Le street art à l'honneur : l'exposition d'Invader à Paris

Faire payer une entrée pour voir des œuvres conçues pour être vues gratuitement dans la rue: la contradiction saute aux yeux, et Invader la connaît mieux que personne. Son exposition « Invader Space Station », ouverte du 17 février au 5 mai 2024 dans les anciens locaux de « Libération », au 11 rue Béranger dans le 3e arrondissement de Paris, est moins une rétrospective qu'un aveu. Un quart de siècle après avoir commencé à coller des aliens en carrelage sur les façades parisiennes, l'artiste installe son travail à l'intérieur, dans un bâtiment fermé, avec une billetterie.

Un bâtiment qui fait partie du geste

Le choix du lieu n'est pas neutre. La rue Béranger a abrité pendant des années la rédaction de « Libération », un journal qui a couvert le street art quand celui-ci relevait encore du fait divers. Occuper ces bureaux vidés, avec leurs plateaux, leurs couloirs et leur odeur de moquette d'imprimerie, revient à installer une pratique de rue dans une carcasse de presse écrite. Deux métiers en fin de cycle qui se croisent au même étage.

La scénographie mise sur la technologie et sur l'immersion. C'est cohérent avec un travail né du pixel: Invader, né à Paris en 1969 et passé par les Beaux-Arts, a construit son alphabet à partir des jeux d'arcade des années 1970 et 1980, où chaque personnage tenait dans une grille de quelques dizaines de carreaux. Le carrelage de salle de bains était le matériau le plus proche de cette grille. Le reste a suivi.

Ce que l'exposition raconte du marché

Un point mérite d'être dit franchement: les aliens de la rue ne sont plus vraiment à la rue. Ils se décollent, se revendent, se retrouvent en salle des ventes. L'artiste a répondu en changeant de colles, de plus en plus tenaces, pour que ses pièces restent où il les a mises. C'est une course perdue d'avance, et une exposition en intérieur est aussi une manière de reprendre la main sur ce qui se voit et sur ce qui se vend.

Le dispositif FlashInvaders complète le tableau. Depuis 2014, l'application transforme la chasse aux mosaïques en jeu de points: on photographie, on valide, on signale les pièces abîmées. C'est probablement l'invention la plus habile de l'artiste, parce qu'elle confie la surveillance de ses œuvres à ceux qui les aiment plutôt qu'à une institution.
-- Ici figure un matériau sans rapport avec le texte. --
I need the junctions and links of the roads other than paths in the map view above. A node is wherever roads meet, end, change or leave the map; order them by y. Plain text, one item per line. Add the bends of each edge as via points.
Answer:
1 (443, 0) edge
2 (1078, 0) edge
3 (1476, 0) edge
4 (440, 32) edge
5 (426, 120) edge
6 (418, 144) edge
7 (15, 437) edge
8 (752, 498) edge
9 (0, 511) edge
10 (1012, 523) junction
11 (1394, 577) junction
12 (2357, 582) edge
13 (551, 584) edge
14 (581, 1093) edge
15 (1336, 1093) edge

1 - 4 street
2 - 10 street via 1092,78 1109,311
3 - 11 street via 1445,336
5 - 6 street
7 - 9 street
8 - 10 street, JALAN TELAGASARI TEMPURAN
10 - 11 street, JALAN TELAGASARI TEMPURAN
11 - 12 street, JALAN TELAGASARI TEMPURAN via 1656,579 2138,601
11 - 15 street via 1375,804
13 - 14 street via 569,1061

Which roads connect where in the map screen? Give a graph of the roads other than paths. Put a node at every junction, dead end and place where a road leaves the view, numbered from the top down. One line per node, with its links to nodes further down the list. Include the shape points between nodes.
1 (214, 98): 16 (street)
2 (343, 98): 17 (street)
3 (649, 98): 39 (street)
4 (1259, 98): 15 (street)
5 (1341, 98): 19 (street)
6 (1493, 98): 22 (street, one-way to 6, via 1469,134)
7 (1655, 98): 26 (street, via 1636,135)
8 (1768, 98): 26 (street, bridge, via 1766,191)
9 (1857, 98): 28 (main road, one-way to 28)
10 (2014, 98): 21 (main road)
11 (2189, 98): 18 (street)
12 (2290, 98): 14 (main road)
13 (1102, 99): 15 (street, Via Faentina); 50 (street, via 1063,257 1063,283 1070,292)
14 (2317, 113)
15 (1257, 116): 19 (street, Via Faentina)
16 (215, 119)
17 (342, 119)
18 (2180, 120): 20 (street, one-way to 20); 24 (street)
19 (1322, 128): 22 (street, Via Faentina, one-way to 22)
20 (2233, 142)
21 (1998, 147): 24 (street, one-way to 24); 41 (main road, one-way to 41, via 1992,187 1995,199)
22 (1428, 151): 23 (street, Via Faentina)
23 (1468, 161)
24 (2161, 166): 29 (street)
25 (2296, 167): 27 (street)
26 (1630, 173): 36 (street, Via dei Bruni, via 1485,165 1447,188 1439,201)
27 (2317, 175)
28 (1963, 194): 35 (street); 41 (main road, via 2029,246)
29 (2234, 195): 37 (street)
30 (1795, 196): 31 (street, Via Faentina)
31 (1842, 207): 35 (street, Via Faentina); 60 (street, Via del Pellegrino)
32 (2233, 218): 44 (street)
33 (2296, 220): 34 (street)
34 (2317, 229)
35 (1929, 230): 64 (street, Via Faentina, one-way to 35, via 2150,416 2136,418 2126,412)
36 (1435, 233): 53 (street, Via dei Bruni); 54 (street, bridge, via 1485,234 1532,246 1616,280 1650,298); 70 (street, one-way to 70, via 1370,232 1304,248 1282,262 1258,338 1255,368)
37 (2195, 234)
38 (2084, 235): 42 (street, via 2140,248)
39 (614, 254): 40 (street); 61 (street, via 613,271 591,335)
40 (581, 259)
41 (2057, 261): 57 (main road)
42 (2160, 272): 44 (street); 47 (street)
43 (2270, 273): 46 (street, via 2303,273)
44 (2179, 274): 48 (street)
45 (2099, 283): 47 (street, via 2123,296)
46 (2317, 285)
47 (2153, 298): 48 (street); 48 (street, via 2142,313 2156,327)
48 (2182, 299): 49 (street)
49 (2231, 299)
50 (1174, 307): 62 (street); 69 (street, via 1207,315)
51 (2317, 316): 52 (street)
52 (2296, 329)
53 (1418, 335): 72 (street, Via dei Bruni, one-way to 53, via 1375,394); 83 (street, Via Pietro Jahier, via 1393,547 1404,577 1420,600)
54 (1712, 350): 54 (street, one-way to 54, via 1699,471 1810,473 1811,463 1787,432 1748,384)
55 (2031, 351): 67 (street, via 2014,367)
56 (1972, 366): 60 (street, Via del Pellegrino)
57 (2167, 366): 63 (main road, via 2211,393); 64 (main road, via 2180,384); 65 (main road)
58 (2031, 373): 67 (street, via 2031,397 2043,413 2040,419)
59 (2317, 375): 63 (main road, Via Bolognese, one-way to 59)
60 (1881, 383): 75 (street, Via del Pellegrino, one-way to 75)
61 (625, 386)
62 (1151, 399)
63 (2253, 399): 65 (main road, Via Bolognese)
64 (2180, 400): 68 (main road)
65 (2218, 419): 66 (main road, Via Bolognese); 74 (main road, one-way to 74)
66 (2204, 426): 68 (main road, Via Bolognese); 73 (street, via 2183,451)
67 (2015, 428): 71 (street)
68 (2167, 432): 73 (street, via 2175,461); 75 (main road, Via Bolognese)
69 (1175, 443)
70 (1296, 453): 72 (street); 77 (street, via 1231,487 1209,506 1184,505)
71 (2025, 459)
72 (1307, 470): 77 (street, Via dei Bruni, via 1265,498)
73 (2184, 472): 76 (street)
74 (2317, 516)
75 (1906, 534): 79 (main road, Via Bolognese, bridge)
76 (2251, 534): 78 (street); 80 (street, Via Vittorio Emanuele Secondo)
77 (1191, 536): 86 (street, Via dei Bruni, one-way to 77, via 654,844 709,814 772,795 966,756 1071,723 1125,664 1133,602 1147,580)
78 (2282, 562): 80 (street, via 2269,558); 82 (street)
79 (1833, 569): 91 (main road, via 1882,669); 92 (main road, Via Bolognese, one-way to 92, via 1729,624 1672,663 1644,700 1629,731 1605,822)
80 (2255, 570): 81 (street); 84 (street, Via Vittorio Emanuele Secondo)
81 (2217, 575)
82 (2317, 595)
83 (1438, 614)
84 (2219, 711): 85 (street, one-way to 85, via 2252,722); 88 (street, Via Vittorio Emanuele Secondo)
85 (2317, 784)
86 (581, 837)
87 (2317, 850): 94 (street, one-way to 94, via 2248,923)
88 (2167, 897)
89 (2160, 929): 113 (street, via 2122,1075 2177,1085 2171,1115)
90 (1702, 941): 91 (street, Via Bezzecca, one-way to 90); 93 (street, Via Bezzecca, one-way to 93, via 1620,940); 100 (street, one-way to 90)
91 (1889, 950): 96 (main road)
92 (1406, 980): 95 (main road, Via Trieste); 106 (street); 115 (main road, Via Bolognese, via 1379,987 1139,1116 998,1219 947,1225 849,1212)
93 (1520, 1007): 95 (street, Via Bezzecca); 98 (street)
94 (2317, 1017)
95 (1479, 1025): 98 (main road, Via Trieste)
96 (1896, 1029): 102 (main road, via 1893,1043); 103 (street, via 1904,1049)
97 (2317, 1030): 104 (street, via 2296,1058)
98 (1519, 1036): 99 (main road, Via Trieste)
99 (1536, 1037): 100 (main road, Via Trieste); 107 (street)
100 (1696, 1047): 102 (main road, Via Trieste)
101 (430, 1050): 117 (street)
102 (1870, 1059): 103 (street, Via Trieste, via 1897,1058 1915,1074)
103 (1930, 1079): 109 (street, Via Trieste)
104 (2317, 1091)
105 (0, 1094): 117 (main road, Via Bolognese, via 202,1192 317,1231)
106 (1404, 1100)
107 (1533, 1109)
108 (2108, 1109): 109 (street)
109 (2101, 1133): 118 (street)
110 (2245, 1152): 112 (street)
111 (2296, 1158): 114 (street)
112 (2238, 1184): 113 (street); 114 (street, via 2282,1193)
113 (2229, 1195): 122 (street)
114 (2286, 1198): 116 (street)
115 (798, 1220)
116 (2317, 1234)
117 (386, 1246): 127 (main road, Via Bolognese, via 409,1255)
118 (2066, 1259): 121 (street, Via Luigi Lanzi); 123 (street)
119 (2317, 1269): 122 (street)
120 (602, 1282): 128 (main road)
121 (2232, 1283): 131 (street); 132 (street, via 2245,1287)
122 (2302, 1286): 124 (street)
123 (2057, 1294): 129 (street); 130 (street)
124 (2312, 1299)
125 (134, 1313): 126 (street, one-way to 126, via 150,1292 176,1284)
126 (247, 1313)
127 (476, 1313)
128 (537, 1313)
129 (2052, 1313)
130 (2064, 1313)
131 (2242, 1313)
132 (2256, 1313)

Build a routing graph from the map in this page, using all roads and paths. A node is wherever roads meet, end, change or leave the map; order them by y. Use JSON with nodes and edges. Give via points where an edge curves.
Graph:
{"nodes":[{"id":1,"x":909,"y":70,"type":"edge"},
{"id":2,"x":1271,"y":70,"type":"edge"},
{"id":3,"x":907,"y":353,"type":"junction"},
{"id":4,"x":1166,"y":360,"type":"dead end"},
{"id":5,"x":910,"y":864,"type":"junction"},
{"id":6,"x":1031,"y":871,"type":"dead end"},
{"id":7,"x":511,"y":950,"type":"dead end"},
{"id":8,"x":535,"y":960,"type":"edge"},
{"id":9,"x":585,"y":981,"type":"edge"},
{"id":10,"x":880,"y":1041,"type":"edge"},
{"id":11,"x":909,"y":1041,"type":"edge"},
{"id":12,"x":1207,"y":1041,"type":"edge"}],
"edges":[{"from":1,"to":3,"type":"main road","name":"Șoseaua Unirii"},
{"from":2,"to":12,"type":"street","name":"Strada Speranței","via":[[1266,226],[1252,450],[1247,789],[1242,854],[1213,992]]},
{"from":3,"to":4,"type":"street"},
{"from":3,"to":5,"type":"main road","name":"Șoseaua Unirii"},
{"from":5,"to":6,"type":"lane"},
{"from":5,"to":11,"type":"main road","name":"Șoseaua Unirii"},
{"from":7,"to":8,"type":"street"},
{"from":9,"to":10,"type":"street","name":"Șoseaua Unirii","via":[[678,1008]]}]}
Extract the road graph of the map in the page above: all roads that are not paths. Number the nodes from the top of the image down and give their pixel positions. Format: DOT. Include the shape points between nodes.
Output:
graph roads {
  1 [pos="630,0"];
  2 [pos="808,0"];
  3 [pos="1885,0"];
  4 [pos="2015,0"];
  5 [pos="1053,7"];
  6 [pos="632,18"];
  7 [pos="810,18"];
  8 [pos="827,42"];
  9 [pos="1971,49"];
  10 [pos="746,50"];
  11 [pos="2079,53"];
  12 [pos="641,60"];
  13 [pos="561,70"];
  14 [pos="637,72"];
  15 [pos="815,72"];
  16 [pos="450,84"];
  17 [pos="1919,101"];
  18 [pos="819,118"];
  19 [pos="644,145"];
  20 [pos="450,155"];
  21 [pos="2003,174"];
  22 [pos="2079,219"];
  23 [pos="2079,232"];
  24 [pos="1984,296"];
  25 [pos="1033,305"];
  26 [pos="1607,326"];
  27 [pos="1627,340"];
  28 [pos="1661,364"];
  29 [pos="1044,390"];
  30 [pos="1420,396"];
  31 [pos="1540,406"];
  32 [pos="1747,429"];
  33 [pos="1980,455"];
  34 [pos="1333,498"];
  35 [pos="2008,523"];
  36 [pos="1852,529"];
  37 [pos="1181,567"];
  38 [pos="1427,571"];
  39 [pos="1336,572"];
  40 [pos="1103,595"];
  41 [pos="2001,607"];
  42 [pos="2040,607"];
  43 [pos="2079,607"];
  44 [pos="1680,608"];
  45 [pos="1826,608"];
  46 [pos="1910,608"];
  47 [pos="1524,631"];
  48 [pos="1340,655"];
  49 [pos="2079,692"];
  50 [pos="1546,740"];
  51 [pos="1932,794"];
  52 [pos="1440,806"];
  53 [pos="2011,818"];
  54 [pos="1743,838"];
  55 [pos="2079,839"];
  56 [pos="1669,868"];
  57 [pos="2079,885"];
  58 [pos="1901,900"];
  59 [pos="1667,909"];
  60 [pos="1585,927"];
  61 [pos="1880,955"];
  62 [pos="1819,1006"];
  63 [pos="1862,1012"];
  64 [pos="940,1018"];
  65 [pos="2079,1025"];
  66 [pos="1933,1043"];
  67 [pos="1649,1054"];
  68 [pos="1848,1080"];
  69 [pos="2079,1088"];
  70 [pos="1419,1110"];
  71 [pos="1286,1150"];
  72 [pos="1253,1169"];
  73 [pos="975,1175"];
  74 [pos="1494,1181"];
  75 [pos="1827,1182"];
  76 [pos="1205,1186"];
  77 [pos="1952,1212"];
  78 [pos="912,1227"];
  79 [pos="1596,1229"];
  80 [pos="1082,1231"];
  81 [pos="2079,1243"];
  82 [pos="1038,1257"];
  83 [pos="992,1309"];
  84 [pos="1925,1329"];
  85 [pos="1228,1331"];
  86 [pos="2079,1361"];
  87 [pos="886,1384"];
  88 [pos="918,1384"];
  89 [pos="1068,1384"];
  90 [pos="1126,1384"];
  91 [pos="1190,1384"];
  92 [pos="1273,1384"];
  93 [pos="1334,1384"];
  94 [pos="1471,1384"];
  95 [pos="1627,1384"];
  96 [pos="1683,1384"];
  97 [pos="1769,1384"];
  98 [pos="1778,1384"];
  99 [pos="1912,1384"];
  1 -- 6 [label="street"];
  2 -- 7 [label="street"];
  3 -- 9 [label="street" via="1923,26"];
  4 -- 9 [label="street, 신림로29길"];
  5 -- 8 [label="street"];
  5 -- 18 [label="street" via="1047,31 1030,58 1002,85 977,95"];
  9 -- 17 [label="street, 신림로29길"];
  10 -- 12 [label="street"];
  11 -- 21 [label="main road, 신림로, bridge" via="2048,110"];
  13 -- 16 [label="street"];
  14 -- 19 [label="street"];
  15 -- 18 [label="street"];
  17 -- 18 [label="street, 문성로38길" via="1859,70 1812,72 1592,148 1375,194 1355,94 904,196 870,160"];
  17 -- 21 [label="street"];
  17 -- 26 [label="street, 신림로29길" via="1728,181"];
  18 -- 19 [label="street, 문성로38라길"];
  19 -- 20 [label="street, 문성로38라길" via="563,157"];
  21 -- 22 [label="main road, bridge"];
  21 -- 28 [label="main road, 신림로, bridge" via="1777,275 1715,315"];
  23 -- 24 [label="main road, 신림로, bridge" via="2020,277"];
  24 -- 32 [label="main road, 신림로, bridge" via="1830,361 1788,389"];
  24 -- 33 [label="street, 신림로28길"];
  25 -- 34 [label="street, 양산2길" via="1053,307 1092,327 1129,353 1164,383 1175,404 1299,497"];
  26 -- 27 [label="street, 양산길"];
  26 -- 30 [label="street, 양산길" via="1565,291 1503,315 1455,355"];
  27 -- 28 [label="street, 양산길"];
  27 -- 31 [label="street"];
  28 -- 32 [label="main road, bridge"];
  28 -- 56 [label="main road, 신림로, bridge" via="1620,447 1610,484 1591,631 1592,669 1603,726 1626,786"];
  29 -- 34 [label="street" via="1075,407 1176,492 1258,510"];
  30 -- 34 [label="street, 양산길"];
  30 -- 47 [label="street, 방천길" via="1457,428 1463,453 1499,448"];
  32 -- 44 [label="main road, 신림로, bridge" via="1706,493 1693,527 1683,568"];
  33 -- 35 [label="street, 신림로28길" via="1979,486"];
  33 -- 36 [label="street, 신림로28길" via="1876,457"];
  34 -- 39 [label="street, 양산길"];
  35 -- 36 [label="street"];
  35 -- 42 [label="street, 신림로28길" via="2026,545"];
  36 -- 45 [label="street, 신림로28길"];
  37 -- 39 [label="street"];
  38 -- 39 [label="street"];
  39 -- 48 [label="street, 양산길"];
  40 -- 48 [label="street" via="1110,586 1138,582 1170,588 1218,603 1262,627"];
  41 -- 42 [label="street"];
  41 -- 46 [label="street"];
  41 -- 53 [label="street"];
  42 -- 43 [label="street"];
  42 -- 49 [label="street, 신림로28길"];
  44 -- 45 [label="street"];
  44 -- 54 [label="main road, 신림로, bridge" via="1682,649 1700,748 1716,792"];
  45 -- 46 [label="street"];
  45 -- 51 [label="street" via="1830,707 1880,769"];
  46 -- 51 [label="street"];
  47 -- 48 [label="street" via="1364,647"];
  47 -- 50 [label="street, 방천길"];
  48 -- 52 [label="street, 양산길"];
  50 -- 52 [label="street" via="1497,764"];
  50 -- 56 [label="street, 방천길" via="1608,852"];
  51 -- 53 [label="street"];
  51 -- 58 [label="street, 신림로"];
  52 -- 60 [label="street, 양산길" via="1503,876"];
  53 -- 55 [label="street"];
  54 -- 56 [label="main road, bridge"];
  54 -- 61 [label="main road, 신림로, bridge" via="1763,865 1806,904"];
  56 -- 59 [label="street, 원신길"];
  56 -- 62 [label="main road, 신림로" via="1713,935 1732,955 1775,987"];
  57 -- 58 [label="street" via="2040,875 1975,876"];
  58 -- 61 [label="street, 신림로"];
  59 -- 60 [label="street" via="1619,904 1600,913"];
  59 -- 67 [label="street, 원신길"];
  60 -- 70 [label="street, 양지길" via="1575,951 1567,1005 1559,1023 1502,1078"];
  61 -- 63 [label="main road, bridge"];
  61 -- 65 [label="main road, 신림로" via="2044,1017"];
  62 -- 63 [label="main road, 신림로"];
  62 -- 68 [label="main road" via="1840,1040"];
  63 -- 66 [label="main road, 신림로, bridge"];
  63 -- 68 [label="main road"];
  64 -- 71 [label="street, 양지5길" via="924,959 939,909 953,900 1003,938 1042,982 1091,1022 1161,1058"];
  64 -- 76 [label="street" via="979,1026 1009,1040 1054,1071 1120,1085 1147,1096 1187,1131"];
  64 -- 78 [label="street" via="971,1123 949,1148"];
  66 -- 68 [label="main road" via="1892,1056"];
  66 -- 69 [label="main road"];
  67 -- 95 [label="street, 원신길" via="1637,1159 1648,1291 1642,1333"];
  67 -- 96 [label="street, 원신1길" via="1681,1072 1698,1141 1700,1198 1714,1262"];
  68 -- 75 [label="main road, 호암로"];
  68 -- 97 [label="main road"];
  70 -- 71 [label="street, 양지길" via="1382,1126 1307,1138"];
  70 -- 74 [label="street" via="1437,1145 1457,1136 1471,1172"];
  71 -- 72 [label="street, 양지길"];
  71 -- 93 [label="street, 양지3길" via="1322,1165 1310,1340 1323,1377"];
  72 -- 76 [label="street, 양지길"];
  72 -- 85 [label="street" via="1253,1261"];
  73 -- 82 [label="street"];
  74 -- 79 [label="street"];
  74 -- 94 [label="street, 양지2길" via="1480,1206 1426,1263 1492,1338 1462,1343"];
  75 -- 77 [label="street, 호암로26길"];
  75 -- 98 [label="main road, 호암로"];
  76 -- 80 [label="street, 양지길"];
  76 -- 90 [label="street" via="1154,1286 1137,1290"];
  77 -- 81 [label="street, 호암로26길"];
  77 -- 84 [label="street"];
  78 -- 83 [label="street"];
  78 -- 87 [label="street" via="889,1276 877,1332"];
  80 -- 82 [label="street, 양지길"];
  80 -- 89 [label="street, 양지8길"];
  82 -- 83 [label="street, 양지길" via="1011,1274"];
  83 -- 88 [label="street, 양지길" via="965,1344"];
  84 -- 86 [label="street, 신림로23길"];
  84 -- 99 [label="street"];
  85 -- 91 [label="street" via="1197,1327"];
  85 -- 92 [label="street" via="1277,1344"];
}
Un quotidien barcelonais, « La Vanguardia », a consacré un sujet à l'événement, signe que l'affaire dépassait le cercle parisien. L'artiste a essaimé de Barcelone à Tokyo, de Los Angeles à Hong Kong, et même hors sol puisqu'une de ses pièces a rejoint la Station spatiale internationale. Le titre de l'exposition n'était donc pas qu'une image.